Jumlah pertanyaan mengenai tingkat jual adalah 4, dengan skor 1 untuk jawaban tidak dan skor 2 untuk jawaban ya. Total skor minimun setiap individu adalah 1x4 = 4 dan skor maksimumnya adalah 2x4 = 8. Setelah skor minimum dan skor maksimum diketahui, maka jarak intervalnya adalah (8-4)/2 = 2. Oleh karena itu, dapat diketahui skor tingkat penjualan tanah, sebagai berikut:

• Skor 4-6 = tingkat jual tanah UMK rendah • Skor 7-8 = tingkat jual tanah UMK tinggi

(29)

17 Tingkat penjualan tanah UMK dilihat dari sebelum sertifikasi dan sesudah sertifikasi dengan nilai rendah atau tinggi pada masing-masing periode tersebut. Setelah penetapan nilai kategori tinggi atau rendah, kemudian dilihat perubahan tingkat jual sebelum dan sesudah sertifikasi apakah memiliki perubahan naik, turun, atau tetap. Perubahan adalah perbedaan nilai tingkat jual dari sebelum sertifikat hingga sesudah sertifikat UMK. Perubahan naik jika terdapat perubahan dari rendah ke tinggi, sedangkan perubahan turun jika perubahannya dari tinggi ke rendah.
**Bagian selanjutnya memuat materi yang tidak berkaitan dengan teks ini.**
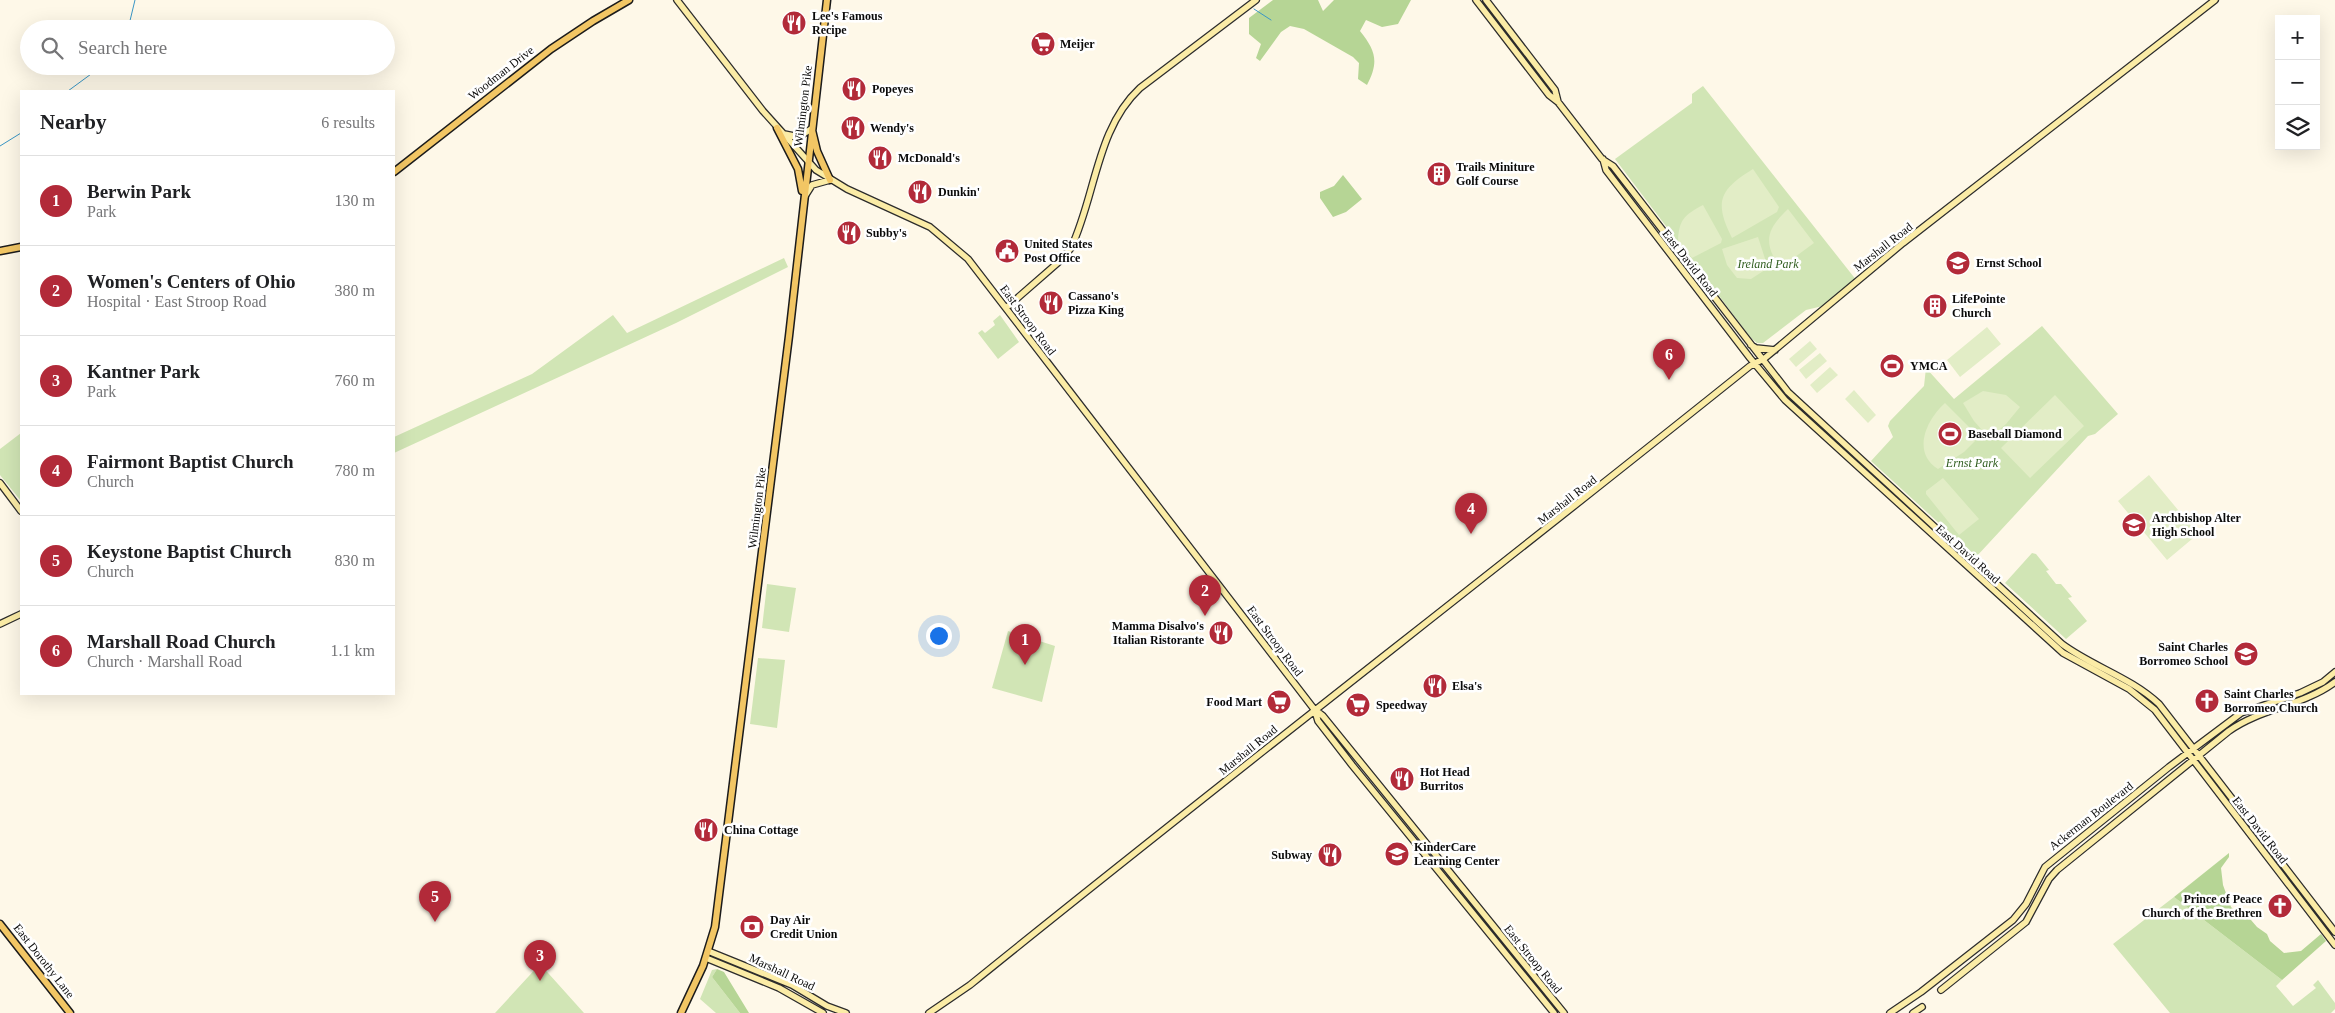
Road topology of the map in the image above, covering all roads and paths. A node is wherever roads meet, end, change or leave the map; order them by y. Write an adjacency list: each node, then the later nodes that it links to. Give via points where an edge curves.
1 (629, 0): 14 (main road, Woodman Drive, via 551,49)
2 (677, 0): 9 (street, East Stroop Road)
3 (827, 0): 10 (main road, Wilmington Pike)
4 (1256, 0): 19 (street, via 1140,88 1125,104 1109,133 1071,248)
5 (1476, 0): 8 (street, East David Road, via 1549,95)
6 (1486, 0): 8 (street, East David Road, via 1555,90)
7 (2215, 0): 21 (street, Marshall Road, via 1910,238)
8 (1558, 102): 12 (street, East David Road)
9 (777, 128): 11 (street, East Stroop Road); 16 (main road, via 798,169)
10 (811, 129): 11 (street, via 799,137); 13 (main road, Wilmington Pike); 15 (main road)
11 (784, 134): 13 (street, East Stroop Road)
12 (1602, 159): 20 (street, East David Road, via 1613,166); 23 (street, East David Road, via 1606,170)
13 (808, 160): 15 (street, East Stroop Road); 16 (main road, Wilmington Pike)
14 (395, 171)
15 (830, 180): 16 (street, via 812,185); 19 (street, East Stroop Road, via 930,227 968,259)
16 (804, 197): 42 (main road, Wilmington Pike, via 724,866 715,927)
17 (20, 247): 18 (main road)
18 (0, 251)
19 (1006, 308): 32 (street, East Stroop Road)
20 (1748, 343): 21 (street, via 1756,348); 22 (street, East David Road)
21 (1775, 350): 22 (street, Marshall Road)
22 (1761, 360): 23 (street, Marshall Road); 25 (street, East David Road, via 1799,404)
23 (1754, 364): 26 (street, East David Road, via 1794,409); 32 (street, Marshall Road)
24 (0, 483): 27 (street)
25 (1897, 492): 26 (street); 33 (street, East David Road, via 2062,644 2147,694 2168,714)
26 (1892, 498): 34 (street, East David Road, via 2063,653 2122,685 2155,710)
27 (20, 510)
28 (20, 614): 29 (street)
29 (0, 624)
30 (2335, 672): 33 (street, Ackerman Boulevard, via 2300,693 2248,710)
31 (2335, 682): 35 (street, Ackerman Boulevard, via 2303,700 2249,718)
32 (1314, 709): 49 (street, Marshall Road, via 970,985); 50 (street, East Stroop Road, via 1318,721); 51 (street, East Stroop Road, via 1323,716)
33 (2194, 749): 34 (street, Ackerman Boulevard); 35 (street, East David Road)
34 (2188, 753): 36 (street, East David Road); 52 (street, Ackerman Boulevard, via 2048,863 2026,904 2013,920)
35 (2199, 755): 36 (street, Ackerman Boulevard); 37 (street, East David Road)
36 (2194, 761): 40 (street, East David Road); 43 (street, Ackerman Boulevard, via 2057,870 2026,922)
37 (2315, 905): 39 (street, East David Road); 40 (street, via 2316,915)
38 (0, 924): 45 (main road, East Dorothy Lane)
39 (2335, 932)
40 (2328, 935): 41 (street, East David Road)
41 (2335, 945)
42 (707, 955): 46 (main road, Wilmington Pike); 47 (street, Marshall Road, via 779,988); 48 (street, Marshall Road, via 792,985 827,1006)
43 (1941, 990)
44 (1922, 1007): 53 (street)
45 (70, 1013)
46 (681, 1013)
47 (823, 1013)
48 (846, 1013)
49 (929, 1013)
50 (1554, 1013)
51 (1564, 1013)
52 (1890, 1013)
53 (1913, 1013)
Sementara perubahan tetap berarti tidak ada perubahan, misalnya dari rendah ke rendah atau dari tinggi ke tinggi.

3. Tingkat sewa adalah tingkat pemindahkuasaan sementara akibat adanya perjanjian antara pemilik dengan pihak lain (penyewa), dengan membayar sejumlah uang (sewa) secara teratur selama periode tertentu.

Pengukuran:

a. terdapat keinginan menyewakan tanah UMK,

b. terdapat pihak yang menghubungi pmk terkait penyewaan tanah, c. terdapat pihak yang menawar tanah umk untuk disewa, dan d. terdapat tanah UMK yang disewa.
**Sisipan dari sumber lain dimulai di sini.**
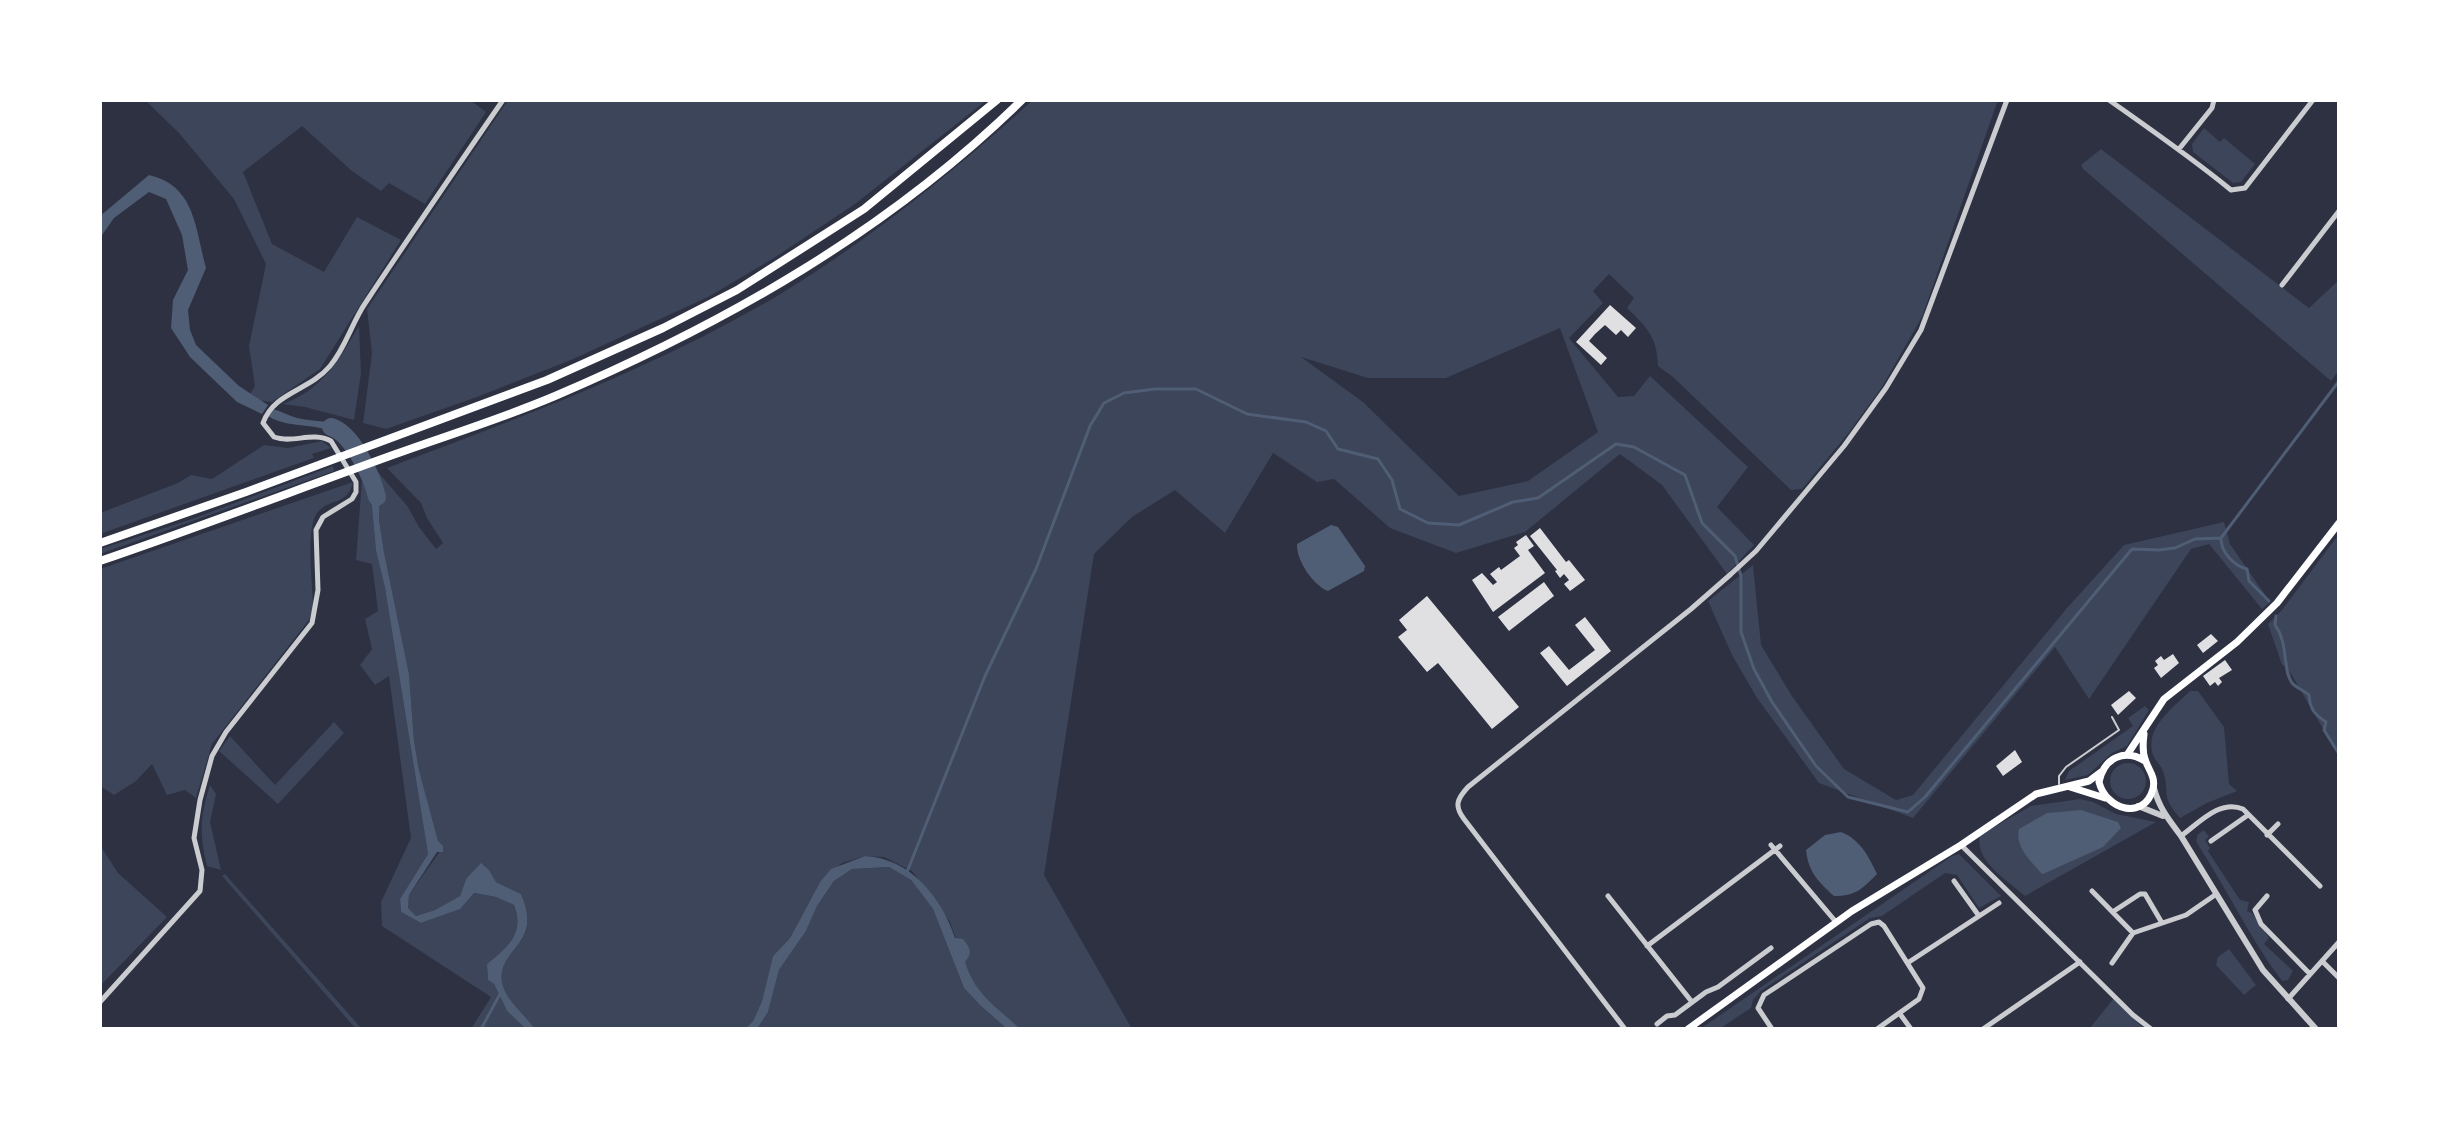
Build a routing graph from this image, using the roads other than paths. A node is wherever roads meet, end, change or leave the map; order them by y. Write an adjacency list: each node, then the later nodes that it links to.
1 (503, 100): 53 (street)
2 (997, 100): 12 (highway)
3 (1022, 100): 13 (highway)
4 (2007, 100): 57 (street)
5 (2109, 100): 8 (street)
6 (2214, 100): 8 (street)
7 (2313, 100): 8 (street)
8 (2179, 149)
9 (2339, 211): 10 (street)
10 (2282, 285)
11 (2339, 523): 15 (main road)
12 (100, 543)
13 (100, 561)
14 (2112, 717): 21 (lane)
15 (2144, 731): 16 (main road); 17 (main road)
16 (2127, 755): 17 (main road); 18 (main road)
17 (2145, 761): 19 (main road)
18 (2101, 772): 20 (main road); 22 (main road)
19 (2154, 786): 23 (main road); 25 (street)
20 (2068, 787): 21 (main road); 22 (main road)
21 (2059, 789): 30 (main road)
22 (2105, 798): 23 (main road)
23 (2138, 806): 25 (street)
24 (2248, 815): 27 (street); 28 (street); 29 (street)
25 (2166, 818): 28 (street)
26 (2278, 824): 27 (street)
27 (2267, 835): 32 (street)
28 (2181, 836): 34 (street)
29 (2211, 841)
30 (1961, 845): 40 (main road); 48 (street)
31 (1954, 881): 39 (street)
32 (2320, 886)
33 (2092, 891): 38 (street)
34 (2215, 895): 41 (street); 52 (street)
35 (1608, 896): 44 (street)
36 (2267, 896): 50 (street)
37 (1999, 903): 39 (street)
38 (2114, 911): 41 (street); 42 (street)
39 (1979, 916): 47 (street)
40 (1836, 922): 44 (street); 58 (main road)
41 (2162, 923): 42 (street)
42 (2133, 933): 49 (street)
43 (2339, 942): 46 (street)
44 (1647, 946): 54 (street)
45 (1771, 948): 54 (street)
46 (2322, 961): 50 (street); 51 (street)
47 (1909, 962): 55 (street); 59 (street)
48 (2080, 962): 62 (street); 63 (street)
49 (2112, 963)
50 (2310, 974): 52 (street)
51 (2339, 978)
52 (2287, 999): 64 (street)
53 (100, 1002)
54 (1692, 1002): 56 (street)
55 (1900, 1014): 60 (street); 61 (street)
56 (1657, 1024)
57 (1625, 1029)
58 (1688, 1029)
59 (1772, 1029)
60 (1877, 1029)
61 (1911, 1029)
62 (1983, 1029)
63 (2151, 1029)
64 (2316, 1029)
• Nilai : 1 = tidak; 2 = ya • Skor 4-6 = tingkat sewa tanah UMK rendah • Skor 7-8 = tingkat sewa tanah UMK tinggi

Tingkat penyewaan tanah UMK dilihat dari sebelum sertifikasi dan sesudah sertifikasi dengan nilai rendah atau tinggi pada masing-masing periode tersebut. Setelah penetapan nilai kategori tinggi atau rendah, kemudian dilihat perubahan tingkat sewa sebelum dan sesudah sertifikasi apakah memiliki perubahan naik, turun, atau tetap. Perubahan adalah perbedaan nilai tingkat sewa dari sebelum sertifikat hingga sesudah sertifikat UMK. Perubahan naik jika terdapat perubahan dari rendah ke tinggi, sedangkan perubahan turun jika perubahannya dari tinggi ke rendah. Sementara perubahan tetap berarti tidak ada perubahan, misalnya dari rendah ke rendah atau dari tinggi ke tinggi.

4. Tingkat gadai adalah tingkat kredit jangka pendek guna memenuhi kebutuhan dana yang harus dipenuhi pada saat itu juga dengan menggunakan barang jaminan berupa sertifikat UMK atau bukti kepemilikan lainnya kepada perbankan atau koperasi.

Pengukuran:

a. pengetahuan tentang sertifikat atau bukti kepemilikan tanah dapat diagunkan,

b. pengetahuan mengenai lembaga yang dapat menerima agunan sertifikat atau bukti kepemilikan tanah,

c. pernah menggadai dengan jaminan sertifikat atau bukti kepemilikan tanah, dan

d. pernah menggadai dengan jaminan surat berharga lain selain sertifikat atau bukti kepemilikan tanah.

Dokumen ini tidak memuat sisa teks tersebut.